Martin merasakan dorongan yang cukup kuat untuk kembali mencium Bianca. Pria itu menunduk untuk menyatukan kembali bibir mereka. Ciuman yang tidak terlalu cepat dan tidak terlalu lama. Baik Martin maupun Bianca sama-sama berhentinsaat mereka kehabisan napas. “Boleh aku bernyanyi untukmu?” tanya Martin masih dalam posisi menunduk, hidung mereka bersentuhan.
“Sure. Terima kasih sudah menggunaakan permintaanmu untukku.”
“Hiduplah bahagia selamanya, Bee. Karena kau berhak mendapatkannya.” Martin menegakkan pungunggnya, bersiap untuk mendendangkan sebuah lagu untuk Martin.
“Then, help me make it happen.”
“Of course.”
I wonder if I'm being real
Do I speak my truth or do I filter how I feel?
I wonder, wouldn't it be nice
To live inside a world that isn't black and white?
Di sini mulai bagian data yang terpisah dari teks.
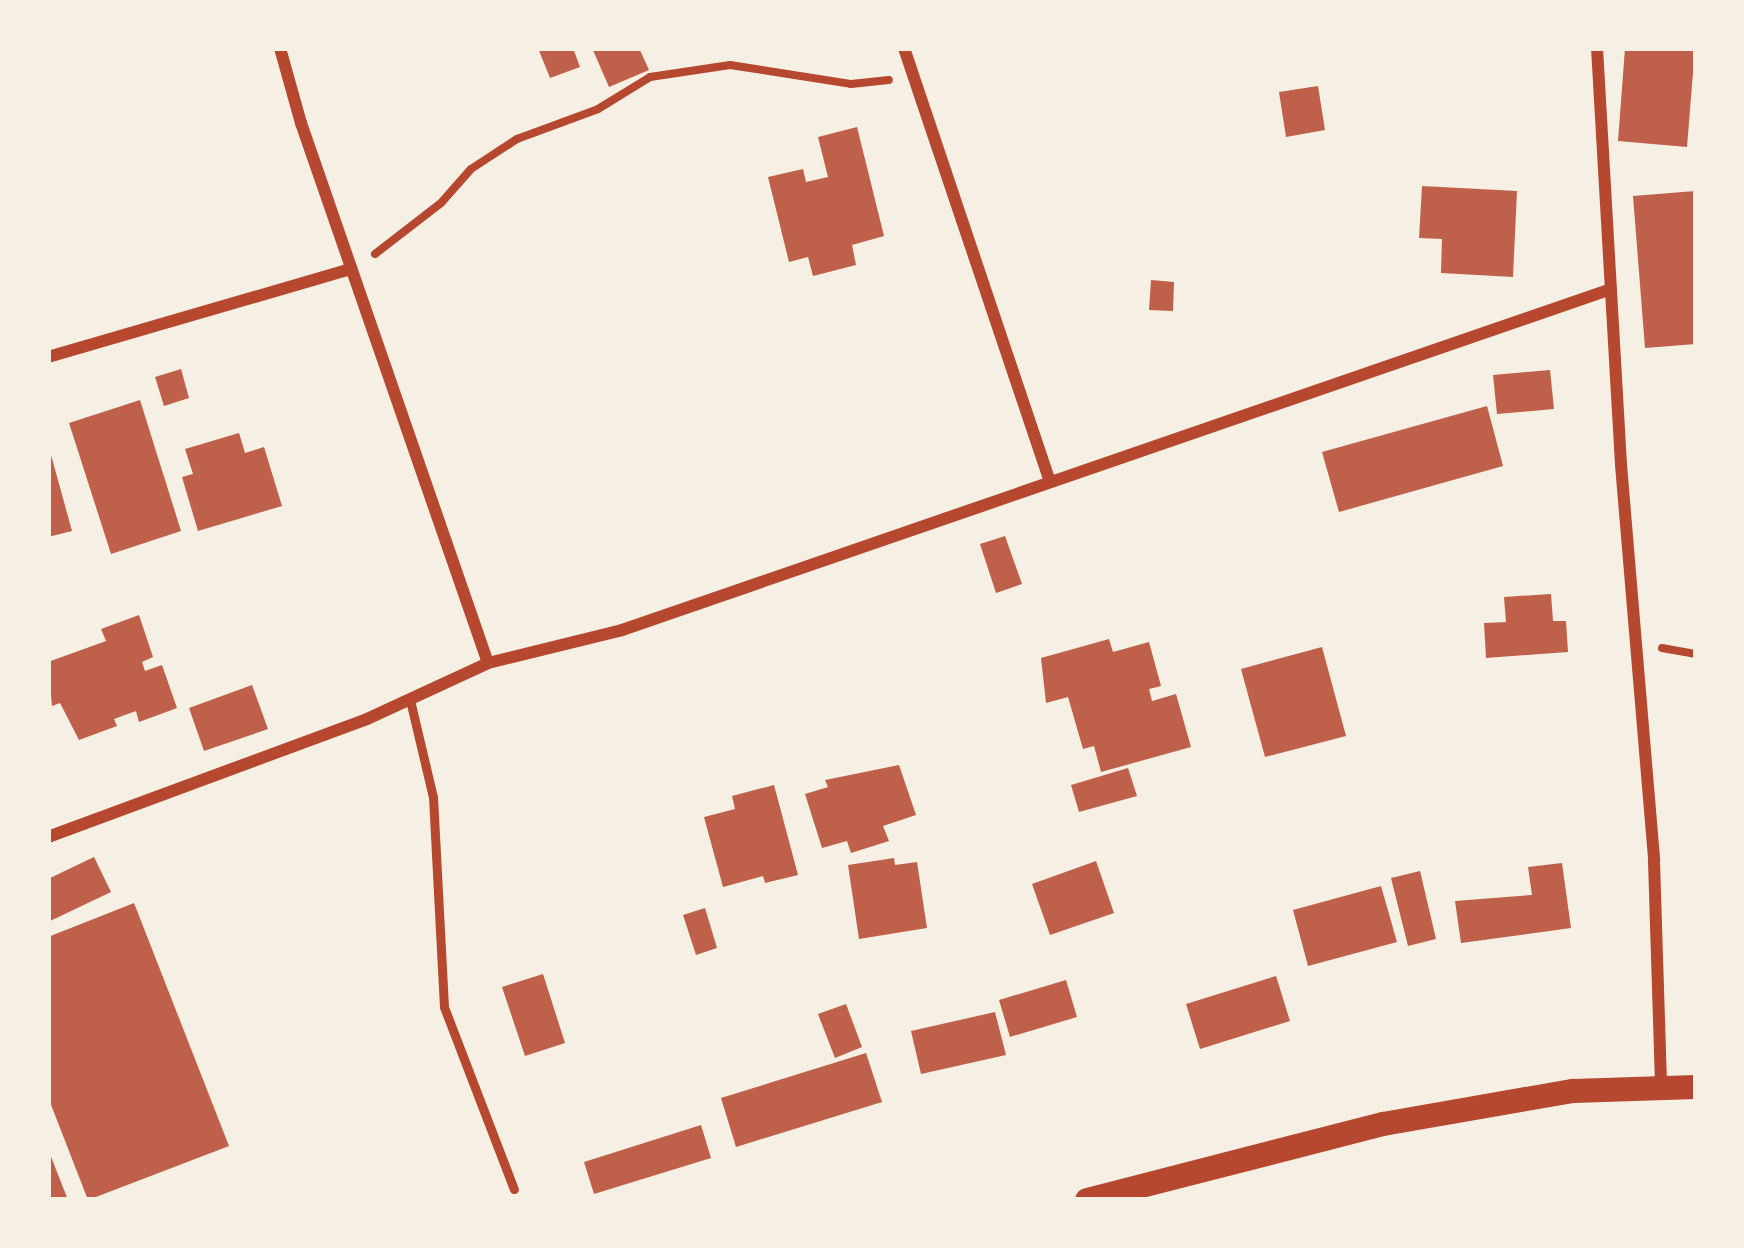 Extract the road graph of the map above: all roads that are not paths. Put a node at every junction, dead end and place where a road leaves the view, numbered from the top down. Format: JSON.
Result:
{"nodes":[{"id":1,"x":280,"y":48,"type":"edge"},
{"id":2,"x":904,"y":48,"type":"edge"},
{"id":3,"x":1598,"y":48,"type":"edge"},
{"id":4,"x":351,"y":269,"type":"junction"},
{"id":5,"x":1611,"y":289,"type":"junction"},
{"id":6,"x":48,"y":356,"type":"edge"},
{"id":7,"x":1050,"y":481,"type":"junction"},
{"id":8,"x":488,"y":663,"type":"junction"},
{"id":9,"x":410,"y":700,"type":"junction"},
{"id":10,"x":48,"y":837,"type":"edge"},
{"id":11,"x":1661,"y":1086,"type":"junction"},
{"id":12,"x":1696,"y":1088,"type":"edge"},
{"id":13,"x":514,"y":1189,"type":"dead end"},
{"id":14,"x":1088,"y":1200,"type":"edge"}],
"edges":[{"from":1,"to":4,"type":"street"},
{"from":2,"to":7,"type":"street"},
{"from":3,"to":5,"type":"street"},
{"from":4,"to":6,"type":"street"},
{"from":4,"to":8,"type":"street"},
{"from":5,"to":7,"type":"street"},
{"from":5,"to":11,"type":"street"},
{"from":7,"to":8,"type":"street"},
{"from":8,"to":9,"type":"street"},
{"from":9,"to":10,"type":"street"},
{"from":9,"to":13,"type":"lane"},
{"from":11,"to":12,"type":"main road"},
{"from":11,"to":14,"type":"main road"}]}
I wonder what it's like to be my friends
Hope that they don't think I forget about them
I wonder, I wonder
Right before I close my eyes
The only thing that's on my mind
Been dreaming that you feel it, too
I wonder what it's like to be loved by you, yeah
I wonder what it's like
I wonder what it's like to be loved by
I wonder why I'm so afraid
Of saying something wrong, I never said I was a saint
I wonder, when I cry into my hands
I'm conditioned to feel like it makes me less of a man
And I wonder if some day you'll be by my side
And tell me that the world will end up alright
I wonder, I wonder
Right before I close my eyes
The only thing that's on my mind
Been dreaming that you feel it, too
I wonder what it's like to be loved by you, yeah
I wonder what it's like
I wonder what it's like to be loved by you
I wonder what it's like to be loved by you, yeah
I wonder what it's like to be loved by you
I wonder what it's like to be loved by
Right before I close my eyes
The only thing that's on my mind
Been dreaming that you feel it too
I wonder what it's like to be loved by you
Wonder by Shawn Mendes.
Martin melihat Bianca menutup matanya rapat-rapat, terlelap di dalam pangkuannya. Rasanya menakjubkan kembali menjadi seseorang yang berguna untuk orang lain. Apalagi dengan suaranya. Tiba-tiba, ia merindukan sesuatu. Sesuatu yang sudah lama ia tinggalkan. Sesuatu yang sengaja ia sembunyikan dari lingkungan barunya. Dan akan terus ia sembunyikan dari Bianca. Tidak peduli bagaimana hubungan mereka nantinya. Martin tidak ingin kembali ke titik itu meski bagian dari dirinya yang lain sangat menginginkannya. Martin tidak ingin terluka. Tidak lagi.